Saved entries:
_____

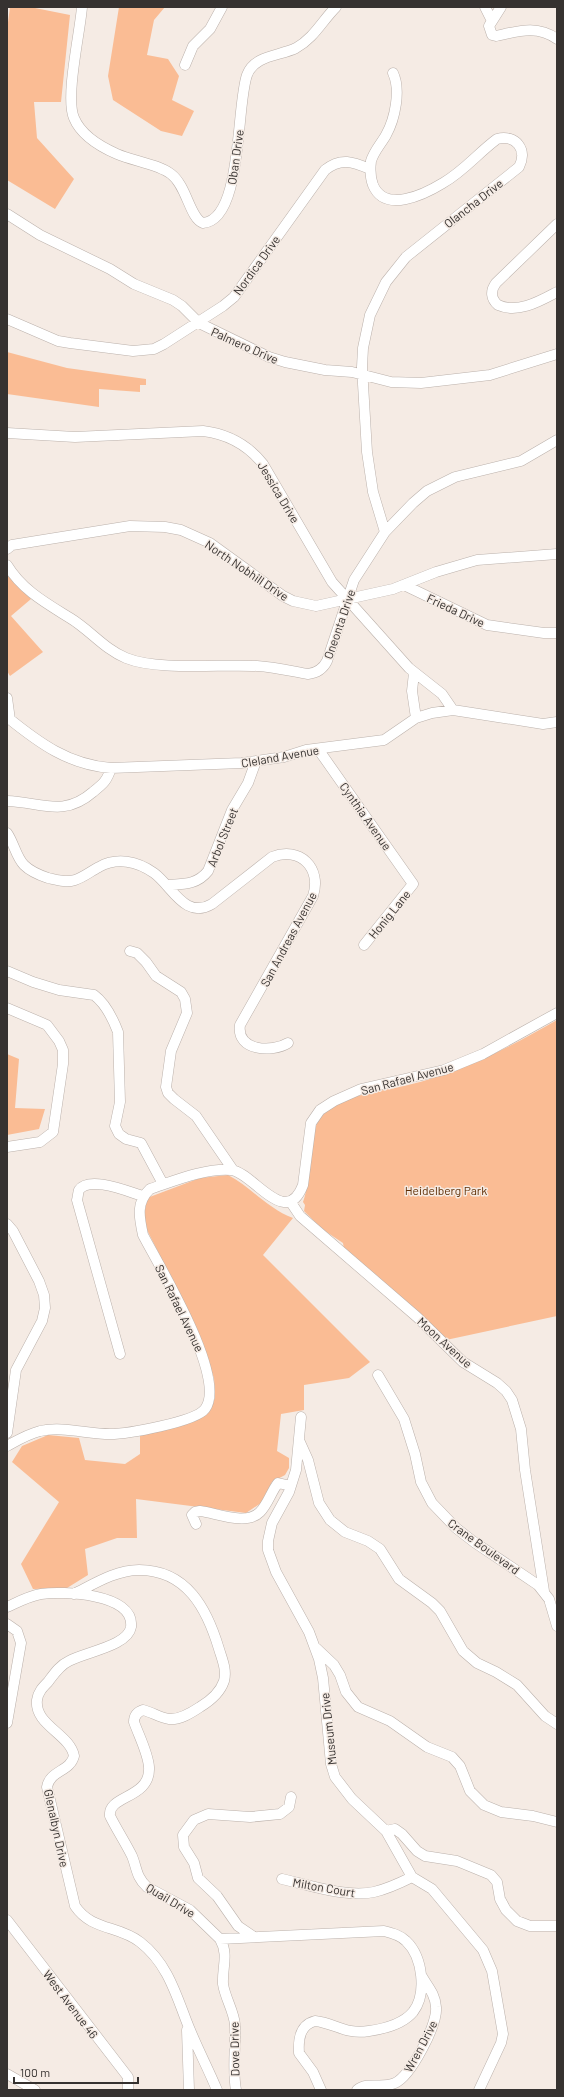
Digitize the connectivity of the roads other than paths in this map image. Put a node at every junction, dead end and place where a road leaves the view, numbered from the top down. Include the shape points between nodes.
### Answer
1 (82, 7) edge
2 (222, 7) edge
3 (336, 7) edge
4 (485, 7) edge
5 (501, 7) edge
6 (492, 21) junction
7 (557, 39) edge
8 (185, 65) dead end
9 (393, 73) dead end
10 (370, 169) junction
11 (7, 214) edge
12 (557, 224) edge
13 (557, 292) edge
14 (7, 318) edge
15 (198, 322) junction
16 (557, 354) edge
17 (362, 375) junction
18 (7, 433) edge
19 (557, 440) edge
20 (385, 532) junction
21 (7, 549) edge
22 (557, 554) edge
23 (7, 566) edge
24 (404, 585) junction
25 (348, 599) junction
26 (557, 633) edge
27 (414, 673) junction
28 (7, 698) edge
29 (453, 710) junction
30 (8, 718) edge
31 (416, 718) junction
32 (557, 722) edge
33 (318, 749) junction
34 (256, 761) junction
35 (111, 768) junction
36 (7, 801) edge
37 (7, 833) edge
38 (413, 884) joint
39 (167, 885) junction
40 (364, 944) dead end
41 (130, 951) dead end
42 (7, 971) edge
43 (7, 1008) edge
44 (557, 1013) edge
45 (288, 1043) dead end
46 (7, 1147) edge
47 (233, 1170) junction
48 (163, 1184) junction
49 (143, 1196) junction
50 (290, 1200) junction
51 (7, 1224) edge
52 (120, 1354) dead end
53 (378, 1375) dead end
54 (301, 1417) dead end
55 (8, 1422) edge
56 (7, 1433) edge
57 (299, 1440) junction
58 (7, 1446) edge
59 (291, 1486) junction
60 (196, 1524) dead end
61 (544, 1591) junction
62 (74, 1594) junction
63 (7, 1607) edge
64 (7, 1624) edge
65 (557, 1626) edge
66 (315, 1648) junction
67 (7, 1723) edge
68 (557, 1724) edge
69 (291, 1797) dead end
70 (557, 1822) edge
71 (386, 1831) junction
72 (412, 1877) junction
73 (282, 1879) dead end
74 (7, 1920) edge
75 (557, 1926) edge
76 (254, 1937) junction
77 (220, 1939) junction
78 (419, 1970) junction
79 (186, 2019) junction
80 (7, 2074) edge
81 (35, 2090) edge
82 (128, 2090) edge
83 (189, 2090) edge
84 (217, 2090) edge
85 (236, 2090) edge
86 (321, 2090) edge
87 (357, 2090) edge
88 (478, 2090) edge

1 - 3 street, Oban Drive via 71,101 71,109 78,125 84,133 109,150 172,175 187,195 194,217 203,224 215,216 230,190 234,175 242,97 250,68 262,59 286,52 307,41
2 - 8 street via 210,29 193,46
4 - 6 street
5 - 6 street
6 - 7 street via 488,29 496,36 535,30
9 - 10 street via 397,88 392,120 386,136 375,151
10 - 15 street, Nordica Drive via 344,161 337,162 325,170 242,287 223,306
10 - 17 street, Olancha Drive via 371,181 379,194 391,200 398,200 442,184 470,164 497,139 514,140 523,155 519,167 418,246 391,275 370,315 363,348
11 - 15 street, Palmero Drive via 40,235 110,269 134,284 173,300
12 - 13 street via 496,283 491,292 495,302 508,308 531,305
14 - 15 street, Nordica Drive via 58,341 133,351 164,344
15 - 17 street, Palmero Drive via 269,357
16 - 17 street, Palmero Drive via 490,375 421,383 391,382
17 - 20 street, Olancha Drive via 369,472
18 - 25 street, Jessica Drive via 75,437 203,432 215,433 237,441 248,448 263,464 332,582
19 - 20 street, Oneonta Drive via 521,461 470,472 441,483 413,503
20 - 25 street, Oneonta Drive via 354,580
21 - 25 street, North Nobhill Drive via 12,545 130,526 165,527 210,543 293,601 316,606
22 - 24 street, North Nobhill Drive via 477,560
23 - 25 street, Oneonta Drive via 33,594 76,622 113,652 127,659 154,664 257,666 314,674 320,671 327,661
24 - 25 street, North Nobhill Drive
24 - 26 street, Frieda Drive via 487,625
25 - 27 street, Jessica Drive
27 - 29 street, Jessica Drive via 442,694
27 - 31 street via 412,691
28 - 30 street
29 - 31 street, Cleland Avenue
29 - 32 street, Cleland Avenue via 543,724
30 - 35 street, Cleland Avenue via 68,759 96,767
31 - 33 street, Cleland Avenue via 384,740
33 - 34 street, Cleland Avenue
33 - 38 street, Cynthia Avenue
34 - 35 street, Cleland Avenue
34 - 39 street, Arbol Street via 204,877 191,884
35 - 36 street via 108,780 75,804 54,808
37 - 39 street, San Andreas Avenue via 23,864 37,875 58,881 74,880 108,863 128,861 146,868
38 - 40 street, Honig Lane
39 - 45 street, San Andreas Avenue via 183,903 195,909 212,904 272,857 286,854 301,857 311,867 316,881 313,896 240,1025 239,1031 243,1041 252,1047 281,1047
41 - 47 street via 137,953 156,976 182,992 187,1013 171,1051 166,1086 168,1093 196,1116
42 - 48 street via 58,990 99,998 118,1032 120,1102 115,1126 119,1134 126,1139 141,1143
43 - 46 street via 47,1025 63,1050 63,1064 52,1132 40,1142
44 - 50 street, San Rafael Avenue via 484,1054 444,1070 361,1089 320,1110 311,1123 301,1192
47 - 48 street via 219,1170
47 - 50 street via 277,1201
48 - 49 street via 150,1189
49 - 52 street via 102,1184 88,1184 80,1190 77,1200
49 - 58 street, San Rafael Avenue via 139,1220 143,1234 200,1347 210,1379 210,1396 205,1408 194,1417 150,1428 110,1434 41,1431
50 - 61 street, Moon Avenue via 300,1216 417,1317 463,1362 497,1383 512,1400 521,1429
51 - 55 street via 39,1281 45,1308 42,1321 16,1370
53 - 61 street, Crane Boulevard via 404,1419 414,1447 421,1482 432,1504 462,1533 535,1582
54 - 57 street, Museum Drive
55 - 56 street
57 - 59 street, Museum Drive via 296,1470
57 - 68 street via 308,1460 319,1503 330,1520 345,1532 380,1549 399,1579 440,1611 463,1651 477,1663 517,1685 545,1716
59 - 60 street via 278,1484 260,1512 254,1516 240,1518 195,1512 192,1519
59 - 66 street, Museum Drive via 269,1532 268,1550 276,1572
61 - 65 street, Crane Boulevard
62 - 63 street, Glenalbyn Drive via 40,1594
62 - 77 street, Quail Drive via 116,1574 150,1571 162,1574 183,1586 201,1604 211,1623 225,1674 220,1690 203,1705 179,1718 164,1718 143,1710 136,1714 134,1722 148,1760 149,1773 144,1786 114,1804 109,1811 142,1882 190,1910
62 - 79 street, Glenalbyn Drive via 94,1596 114,1603 128,1615 131,1626 122,1641 74,1658 60,1667 42,1688 37,1700 40,1714 74,1756 69,1766 51,1777 47,1787 73,1900 80,1914 86,1919 126,1934 149,1950 170,1978
64 - 67 street via 17,1631 21,1643
66 - 70 street via 334,1665 346,1692 358,1707 390,1720 415,1741 452,1756 457,1761 470,1791 484,1805 501,1812
66 - 71 street, Museum Drive via 323,1678 332,1770 360,1808
69 - 76 street via 289,1808 280,1814 250,1817 215,1814 200,1816 183,1836 184,1847 194,1863 198,1878 217,1896 238,1926
71 - 72 street, Museum Drive
71 - 75 street via 395,1829 417,1852 425,1856 456,1861 491,1875 497,1882 500,1899 506,1910 517,1921 530,1926
72 - 73 street, Milton Court via 383,1890 363,1894
72 - 88 street, Museum Drive via 432,1889 478,1943 492,1971 503,2034
74 - 82 street, West Avenue 46 via 128,2077
76 - 77 street
76 - 78 street via 392,1932 406,1940 415,1954
77 - 85 street, Dove Drive via 226,1952 223,1984 235,2026 233,2060
78 - 86 street via 422,1987 418,2005 412,2013 397,2023 372,2031 358,2032 337,2029 321,2022 309,2023 304,2027 301,2032 299,2053 313,2072
78 - 87 street, Wren Drive via 435,1998 436,2018 433,2028 402,2078 387,2086 366,2085
79 - 83 street via 189,2042
79 - 84 street, Glenalbyn Drive
80 - 81 street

_____

Filter the entries above and keep only the lines with the word "North".

> Answer for this exercise
21 - 25 street, North Nobhill Drive via 12,545 130,526 165,527 210,543 293,601 316,606
22 - 24 street, North Nobhill Drive via 477,560
24 - 25 street, North Nobhill Drive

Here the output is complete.